The country did not have a public mobile phone network during Saddam Hussein's rule and the new contracts are expected to prove one of the most lucrative in post-Saddam Iraq.

The mobile networks will be based on GSM, short for global system for mobile communication, which is the system used in Europe, the Middle East and many other parts of the world, rather than the US rival system called CDMA.

The Coalition Provisional Authority awarded licences in three regions. In Northern Iraq, the licence went to Asia Cell Telecommunications in which Kuwait's Wataniya Telecom has an interest. In Central Iraq and Baghdad the licence went to a consortium led by Egypt's Orascom Telecom, while a group led by Kuwait's MTC was awarded the licence for the South.

All three consortia include Iraqi companies. Orascom Telecom said yesterday it had secured financing for the majority of the estimated $100m spending. MTC said its group planned to invest up to $120m.

Iraq's Communications Minister Haidar al-Ebadi said: "Until now, we were denied mobile phones. Iraqis will welcome the chance to use mobile phones to talk to their family, friends and for business purposes."

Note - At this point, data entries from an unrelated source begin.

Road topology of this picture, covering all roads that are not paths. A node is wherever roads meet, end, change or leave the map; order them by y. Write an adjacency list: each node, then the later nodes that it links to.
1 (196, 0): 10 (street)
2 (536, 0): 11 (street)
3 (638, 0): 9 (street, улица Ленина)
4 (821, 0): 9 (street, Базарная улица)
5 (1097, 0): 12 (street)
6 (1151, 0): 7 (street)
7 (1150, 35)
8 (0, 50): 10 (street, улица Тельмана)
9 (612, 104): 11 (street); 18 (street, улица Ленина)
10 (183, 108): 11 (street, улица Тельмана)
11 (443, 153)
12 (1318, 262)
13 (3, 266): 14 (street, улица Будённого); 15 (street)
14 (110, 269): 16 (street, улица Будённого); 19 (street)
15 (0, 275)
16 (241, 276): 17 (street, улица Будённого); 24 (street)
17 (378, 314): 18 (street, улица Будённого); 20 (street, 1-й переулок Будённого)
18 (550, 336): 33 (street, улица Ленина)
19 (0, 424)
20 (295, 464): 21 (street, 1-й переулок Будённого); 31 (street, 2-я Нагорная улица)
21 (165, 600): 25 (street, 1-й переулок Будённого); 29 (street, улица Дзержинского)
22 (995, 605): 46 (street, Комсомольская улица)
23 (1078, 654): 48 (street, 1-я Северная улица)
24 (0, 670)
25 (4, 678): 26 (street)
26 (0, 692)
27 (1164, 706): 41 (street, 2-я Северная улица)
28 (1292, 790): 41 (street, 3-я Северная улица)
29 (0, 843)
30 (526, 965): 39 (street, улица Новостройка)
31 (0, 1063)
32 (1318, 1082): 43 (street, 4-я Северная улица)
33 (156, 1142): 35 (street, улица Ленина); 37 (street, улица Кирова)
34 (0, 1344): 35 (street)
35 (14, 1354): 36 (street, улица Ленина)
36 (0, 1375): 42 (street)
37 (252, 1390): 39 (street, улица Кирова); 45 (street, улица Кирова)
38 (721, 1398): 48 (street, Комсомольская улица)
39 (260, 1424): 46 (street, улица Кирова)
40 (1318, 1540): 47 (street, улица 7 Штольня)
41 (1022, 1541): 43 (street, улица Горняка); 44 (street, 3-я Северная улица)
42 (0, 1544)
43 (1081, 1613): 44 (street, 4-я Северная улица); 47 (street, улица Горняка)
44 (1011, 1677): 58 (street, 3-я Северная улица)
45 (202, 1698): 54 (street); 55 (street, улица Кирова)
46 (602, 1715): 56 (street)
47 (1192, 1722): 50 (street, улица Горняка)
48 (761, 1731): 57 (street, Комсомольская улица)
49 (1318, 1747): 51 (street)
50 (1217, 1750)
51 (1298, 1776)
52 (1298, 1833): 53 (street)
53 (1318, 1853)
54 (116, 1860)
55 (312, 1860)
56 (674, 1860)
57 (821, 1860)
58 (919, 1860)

The GSM system is used by nearly 1 billion people around the world, including more than 40 million people in countries bordering Iraq. Craig Ehrlich, the chairman of the GSM Association, said: "GSM will help re-integrate Iraq internally, with its neighbours, the region and the rest of the world."

One of the terms of the licences is that network deployment must commence within 20 days of licences being issued - a factor that helped GSM win over CDMA.

The GSM Association said: "GSM can be deployed and become operational faster than any other mobile technology.... Furthermore, the worldwide GSM market has ensured that an enormous choice of infrastructure and handsets is readily available at competitive prices."

Mr Ebadi said he hoped mobile phone services would start "within a few weeks" and possibly by the end of the month.